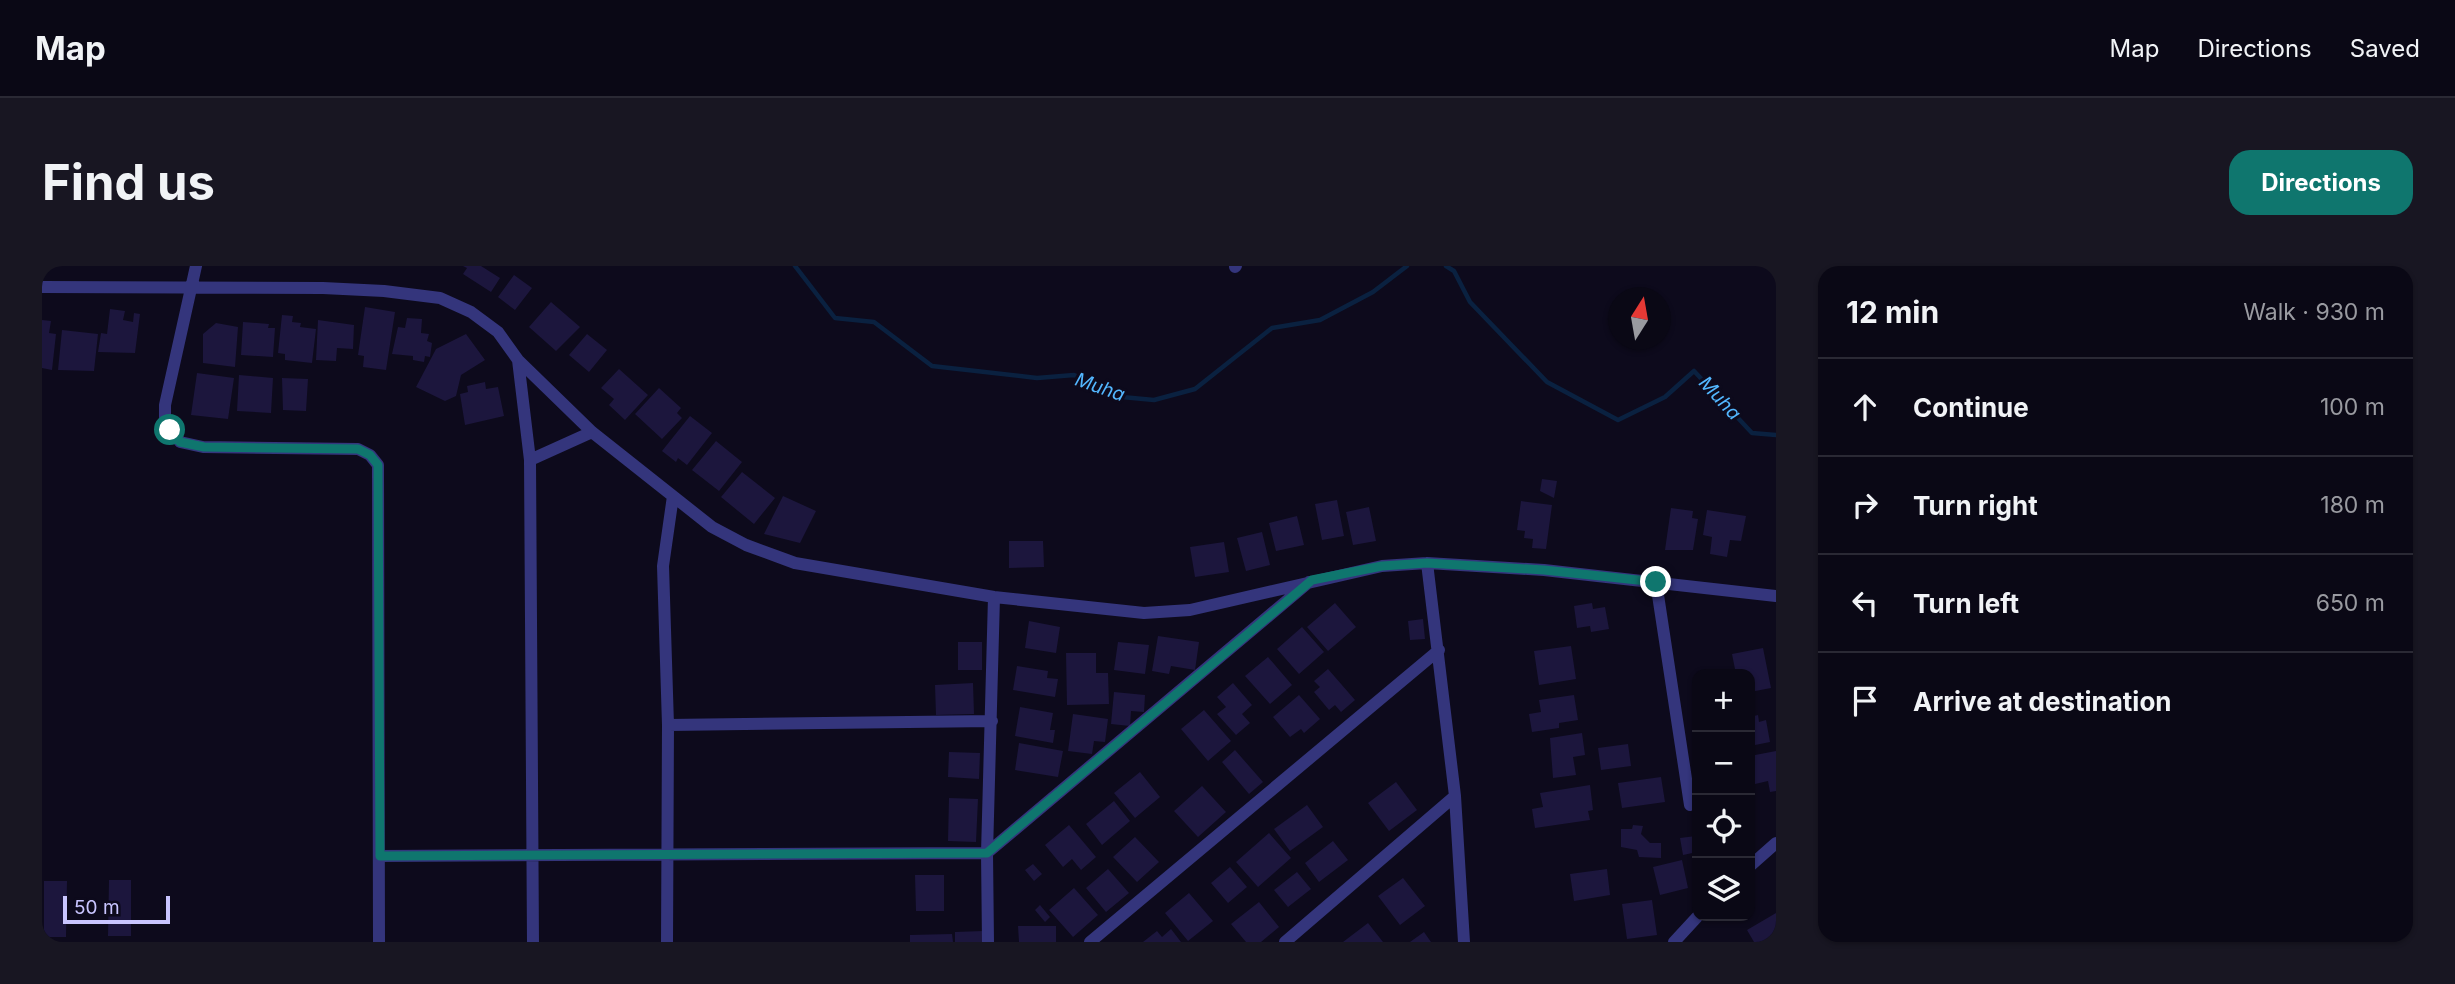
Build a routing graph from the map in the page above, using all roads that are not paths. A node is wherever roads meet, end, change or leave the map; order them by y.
1 (196, 266) edge
2 (42, 287) edge
3 (192, 287) junction
4 (518, 360) junction
5 (592, 432) junction
6 (530, 460) junction
7 (673, 496) junction
8 (1427, 563) junction
9 (1312, 580) junction
10 (1656, 582) junction
11 (1776, 596) edge
12 (994, 597) junction
13 (1439, 650) junction
14 (992, 721) junction
15 (668, 725) junction
16 (1455, 796) junction
17 (1690, 805) dead end
18 (1776, 843) edge
19 (987, 853) junction
20 (667, 855) junction
21 (380, 856) junction
22 (533, 856) junction
23 (1755, 862) edge
24 (1694, 921) edge
25 (379, 942) edge
26 (533, 942) edge
27 (667, 942) edge
28 (988, 942) edge
29 (1090, 942) edge
30 (1285, 942) edge
31 (1464, 942) edge
32 (1674, 942) edge

1 - 3 street
2 - 3 street
3 - 4 street
3 - 21 street
4 - 5 street
4 - 6 street
5 - 6 street
5 - 7 street
6 - 22 street
7 - 12 street
7 - 15 street
8 - 9 street
8 - 10 street
8 - 13 street
9 - 12 street
9 - 19 street
10 - 11 street
10 - 17 street
12 - 14 street
13 - 16 street
13 - 29 street
14 - 15 street
14 - 19 street
15 - 20 street
16 - 30 street
16 - 31 street
18 - 23 street
19 - 20 street
19 - 28 street
20 - 22 street
20 - 27 street
21 - 22 street
21 - 25 street
22 - 26 street
24 - 32 street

==================================================

◆ PROBLEM DESCRIPTION
Your answer should contain all the material above, written out exactly, and none of the pictures.

◆ SOLUTION TO THIS EXERCISE
Build a routing graph from the map in the page above, using all roads that are not paths. A node is wherever roads meet, end, change or leave the map; order them by y.
1 (196, 266) edge
2 (42, 287) edge
3 (192, 287) junction
4 (518, 360) junction
5 (592, 432) junction
6 (530, 460) junction
7 (673, 496) junction
8 (1427, 563) junction
9 (1312, 580) junction
10 (1656, 582) junction
11 (1776, 596) edge
12 (994, 597) junction
13 (1439, 650) junction
14 (992, 721) junction
15 (668, 725) junction
16 (1455, 796) junction
17 (1690, 805) dead end
18 (1776, 843) edge
19 (987, 853) junction
20 (667, 855) junction
21 (380, 856) junction
22 (533, 856) junction
23 (1755, 862) edge
24 (1694, 921) edge
25 (379, 942) edge
26 (533, 942) edge
27 (667, 942) edge
28 (988, 942) edge
29 (1090, 942) edge
30 (1285, 942) edge
31 (1464, 942) edge
32 (1674, 942) edge

1 - 3 street
2 - 3 street
3 - 4 street
3 - 21 street
4 - 5 street
4 - 6 street
5 - 6 street
5 - 7 street
6 - 22 street
7 - 12 street
7 - 15 street
8 - 9 street
8 - 10 street
8 - 13 street
9 - 12 street
9 - 19 street
10 - 11 street
10 - 17 street
12 - 14 street
13 - 16 street
13 - 29 street
14 - 15 street
14 - 19 street
15 - 20 street
16 - 30 street
16 - 31 street
18 - 23 street
19 - 20 street
19 - 28 street
20 - 22 street
20 - 27 street
21 - 22 street
21 - 25 street
22 - 26 street
24 - 32 street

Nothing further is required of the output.